We all have answers to that question. Some of us have so little time to rest, between our paid work and our commitments to family, that the idea of taking a rest seems ludicrous. It seems like a luxury that there just isn’t time for. And to be clear, this is not one of those op-eds wherein I tell you to take three weeks of straight rest, as if that is a thing you can just…do. That’s just not helpful.
No, I’m asking you to take some time from the relentless quest for self-improvement. How many of us, when faced with somewhere between a tiny amount of free time, and no free time at all, have said things like, “I should really [learn Russian/take up wood carving/get back to running 10ks]”? Frankly, a good number of us. That’s the world we live in.
The idea that we live in a Protestant culture, for better or worse, has been explored in so many op-eds that I’m not even going to take a stab at it here. We distrust the idea of doing nothing because it seems lazy. It’s true. But we also don’t like the idea of doing nothing because the idea of silence terrifies us to our very core. We don’t want to be alone with our thoughts. We really, really don’t.
If you’re at all like me, the reason you’re afraid of being alone with your thoughts is highly nebulous. The reasonable conclusion to draw is that we’re afraid our thoughts will somehow attack us. Whether it’s part and parcel of our other distrust of our bodies (such as our unhelpful and disingenuous beliefs that our bodies are just waiting for us to let down our guard so they can force us to gorge on junk food, or that they’re too weak and prone to injury for us to be healthy), this fear of our thoughts is robbed of a lot of its power when we think about it openly. Openly means not allowing the fear to control the narrative. It means asking a lot of “and then?” questions and actually listening to the answers. Most of them are ridiculous (see And Then I’ll Catch Fire).

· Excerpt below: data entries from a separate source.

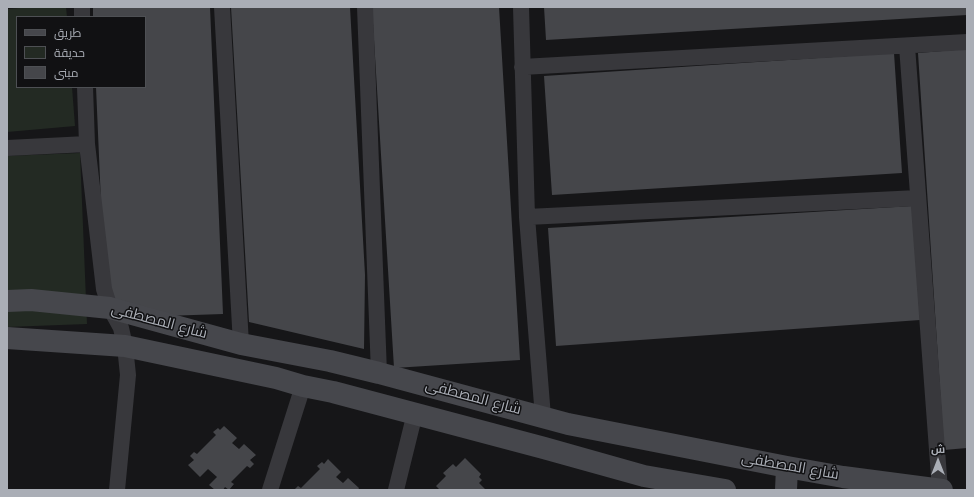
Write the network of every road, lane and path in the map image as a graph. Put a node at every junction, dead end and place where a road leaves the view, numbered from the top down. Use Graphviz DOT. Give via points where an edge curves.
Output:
graph roads {
  1 [pos="222,7"];
  2 [pos="365,7"];
  3 [pos="521,7"];
  4 [pos="967,42"];
  5 [pos="907,46"];
  6 [pos="522,67"];
  7 [pos="85,88"];
  8 [pos="87,144"];
  9 [pos="7,148"];
  10 [pos="918,198"];
  11 [pos="527,217"];
  12 [pos="7,301"];
  13 [pos="110,308"];
  14 [pos="7,338"];
  15 [pos="241,344"];
  16 [pos="125,346"];
  17 [pos="379,373"];
  18 [pos="303,386"];
  19 [pos="414,413"];
  20 [pos="543,417"];
  21 [pos="787,467"];
  22 [pos="642,483"];
  23 [pos="117,490"];
  24 [pos="270,490"];
  25 [pos="396,490"];
  26 [pos="725,490"];
  27 [pos="786,490"];
  28 [pos="941,490"];
  1 -- 15 [label="street"];
  2 -- 17 [label="street"];
  3 -- 6 [label="street"];
  4 -- 5 [label="street"];
  5 -- 6 [label="street"];
  5 -- 10 [label="street"];
  6 -- 11 [label="street"];
  7 -- 8 [label="street"];
  8 -- 9 [label="street"];
  8 -- 13 [label="street" via="104,289"];
  10 -- 11 [label="street"];
  10 -- 28 [label="street"];
  11 -- 20 [label="street"];
  12 -- 13 [label="street, شارع المصطفى" via="31,300"];
  13 -- 15 [label="street, شارع المصطفى"];
  13 -- 16 [label="street" via="121,328"];
  14 -- 16 [label="street, شارع المصطفى"];
  15 -- 17 [label="street, شارع المصطفى"];
  16 -- 18 [label="street, شارع المصطفى"];
  16 -- 23 [label="street" via="128,375"];
  17 -- 20 [label="street, شارع المصطفى"];
  18 -- 19 [label="street, شارع المصطفى"];
  18 -- 24 [label="street"];
  19 -- 22 [label="street, شارع المصطفى" via="544,448"];
  19 -- 25 [label="street"];
  20 -- 21 [label="street, شارع المصطفى"];
  21 -- 27 [label="street"];
  21 -- 28 [label="street, شارع المصطفى"];
  22 -- 26 [label="street, شارع المصطفى"];
}
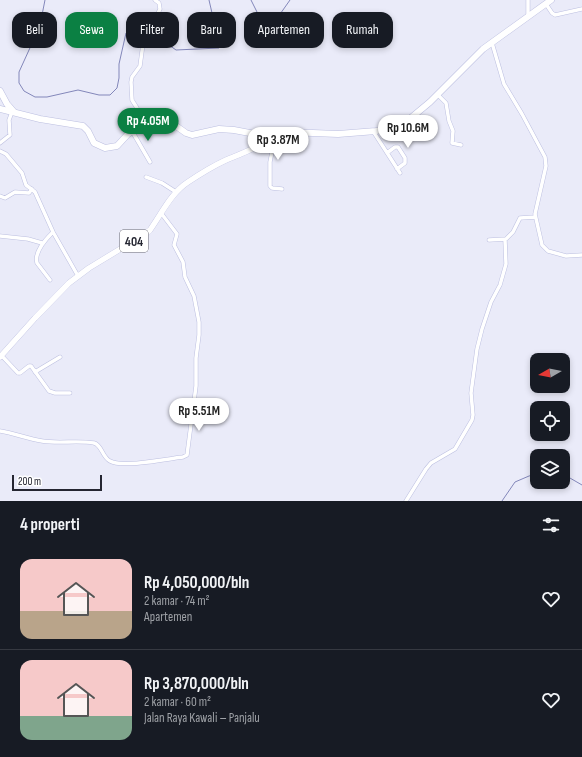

Unlike something such as cliff jumping, this fear can be fairly painlessly confronted. All you have to do is take about 2 minutes without your phone (or any other distraction) and just…be. That’s all. For those of you trying this on your breaks at work, I find that bathrooms (depending on their cleanliness) and stairwells can be useful for this. Work up from there. It’s not going to be comfortable at first, but it is going to get easier – soon, you’ll find yourself able to chill out with a glass of lemonade or a cup of tea, just letting your mind wander.
Okay, but what’s the point? That’s tricky. The point is, to a certain extent, that there is no point. Doing pointless things refreshes your brain. It allows you to rebuild, recharge, and restore. Even in 2-5 minute increments, doing nothing at all can act powerfully to give your mind the feeling of space and safety (something we truly need). The second point, however, is to make the subconscious into the conscious. Often, our subconscious fears are ridiculous (“if I wear this new color of lipstick, people will look at me funny and I’ll mess up this presentation and my boss will think I look incompetent AND WEIRD and my midyear review will be terrible and I’ll be set on a path to financial ruin”), but occasionally they’re very, very useful (“I bet you think you’re clever, but you’re overbooking yourself again and you’re going to end up having to drop the ball on about five things at once, so you’d best scale back now”). Either way, the only way to get the ridiculous thoughts out of your system and the helpful ones into the open is to let yourself think them.
And, because you are literally the only one you can expect to give yourself a break, you have to be that person. Luckily, if you’re reading this, you’re almost certainly someone who has a chunk of time and energy you can free up for a double whammy: the time you spend trying to improve yourself. It’s One More Thing, and if you’re as stressed as most people, it’s probably at least wavering on the edge of doing more harm than good. Also, you only need to free up a tiny, tiny piece of that time to start with – remember, 2-5 minutes.
So, this weekend, when you sit down to learn coding or try cooking perfect macarons or go for an extra-long run, take 2 minutes right at the start and do absolutely nothing. You will have less time for self-improvement. It will be okay. You will be stronger, fresher, more able to take on the world, and (shhh, don’t tell your self-improvement-obsessed forebrain) more able to say, “what do I need to learn coding for, anyway? Championship-level macrame and kickball are the only two extracurriculars I really need.”
If you’re terrified of the silence, I get it. I really do. But you have to trust me that it’s not as scary as it seems. Just 2 minutes. This weekend, give me 2 minutes. I know you can do it.